对照马克斯·韦伯关于东西方城市的论述,笔者以为,就城市共同体意义上而言,除了拥有一支以维护城市的安全为宗旨的防卫性武装力量之外,近代上海城市与西方中世纪的城市还有其他一些相类似之处:

首先,与西方中世纪城市的起源相同。近代以前的上海已是一个依托贸易发展起来的港口城市,1843年开埠通商之后的几十年间,上海迅速崛起为一个国际性的工商大都会,城市居民的人口构成也发生了不同于中国传统城市的变化,以各种现代工商业相关的从业者为主,包括资本家、商人、工人、工商业和金融业的职员,也包括律师、会计师、医生、新闻记者等自由职业者,居于社会顶层的不再是传统时代的官绅,而是资本家、大商人以及上层职员等富裕阶层,他们也是上海城市社会的精英阶层。

其次,拥有旨在保护工商业发展的法律和制度。近代上海城市的法律和制度起源于1845年上海道台宫慕久与时任英国驻沪领事巴福尔签署的《上海土地章程》(后文简称“《土地章程》”)。起初的《土地章程》主要内容是关于租界的范围、界内土地租赁的程序、价格及土地的用途等,但是日后这部章程逐步演变为公共租界的“基本法”,或者说“最高法”,任何事关全局的重大事项,诸如工部局董事会以及纳税人会议等机构的设置等,必须通过对其进行修订才能实现。而依据《土地章程》设立的两个机构,即纳税人会议和工部局董事会分别承担立法和执行职能,其运行程序是事关租界内居民利益的事项,诸如征税、重大市政工程等,须提交由“立法机构”纳税人会议表决,表决通过之后才可以交由决策执行机构——董事会付诸实施。此外,中国政府于1869年在租界设立了中外混合法庭——会审公廨,主要审理以华人为被告的轻微的刑事案件和民事案件。拥有一部“城市法”,还设立了立法、执行和司法机构,这是中国古代城市所不具备的。而且与近代中国同时期的其他城市相比,上海在这方面也发展得最为完备(近代中国城市当中,只有厦门的鼓浪屿公共租界设立过同类的机构)。

然而,作为城市共同体,近代上海城市又有欧洲中世纪城市所不具有的高度国际性,万国商团就是近代上海城市高度国际性的集中体现。而这个具有高度国际性的城市共同体的形成始于1843年开埠通商,其基本的依托则是近代上海工商业的高度繁荣发达。

开埠后的上海是一个对世界开放的自由港,加之1845年设立的上海租界(后演变成为公共租界)在小刀会起义之后承认华人在租界定居、经商的权利,中国人以及来自世界各地的外国侨民均可以在此投资、购置产业和寻求工作机会。
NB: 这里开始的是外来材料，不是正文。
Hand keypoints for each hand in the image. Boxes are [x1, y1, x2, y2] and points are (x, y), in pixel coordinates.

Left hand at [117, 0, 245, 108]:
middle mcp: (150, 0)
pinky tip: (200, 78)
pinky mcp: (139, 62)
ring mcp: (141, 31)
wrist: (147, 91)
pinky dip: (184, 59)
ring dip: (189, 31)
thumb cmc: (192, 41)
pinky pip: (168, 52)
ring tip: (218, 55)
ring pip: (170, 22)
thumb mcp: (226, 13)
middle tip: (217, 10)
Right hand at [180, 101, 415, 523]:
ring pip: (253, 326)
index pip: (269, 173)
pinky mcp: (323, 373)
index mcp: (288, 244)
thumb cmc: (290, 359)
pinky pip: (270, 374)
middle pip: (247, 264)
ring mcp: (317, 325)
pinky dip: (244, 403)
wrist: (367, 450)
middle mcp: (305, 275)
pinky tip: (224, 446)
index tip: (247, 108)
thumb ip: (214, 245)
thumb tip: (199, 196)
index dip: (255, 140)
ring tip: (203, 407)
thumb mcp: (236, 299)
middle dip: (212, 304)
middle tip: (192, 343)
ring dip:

伴随着工商业的繁荣,包括外侨和中国人在内的对上海城市的认同也同步形成。如早期的侨民就以Shanghailander(在上海拥有地产的地主)自居。而在20世纪初,在中国人当中也形成了“上海人”的观念。无论是Shanghailander,还是“上海人”,维系这些居民对上海城市认同的是这个工商业大都会的繁荣。而上海城市能够繁荣,秩序和安全是基本的保障。万国商团的建立和发展,反映的正是那些在上海拥有利益的以中外工商界人士为主的城市精英的愿望,并得到他们的支持。事实上,正如《万国商团》所揭示的那样,包括上海总商会会长虞洽卿在内的中外工商界人士正是这支武装力量的主要支持者,甚至本身即是其成员。但这还只是揭示了万国商团的一个面向,即城市的防卫功能。在万国商团近90年的历史当中,还有另一个十分重要的仪式职能——参与阅兵或庆典。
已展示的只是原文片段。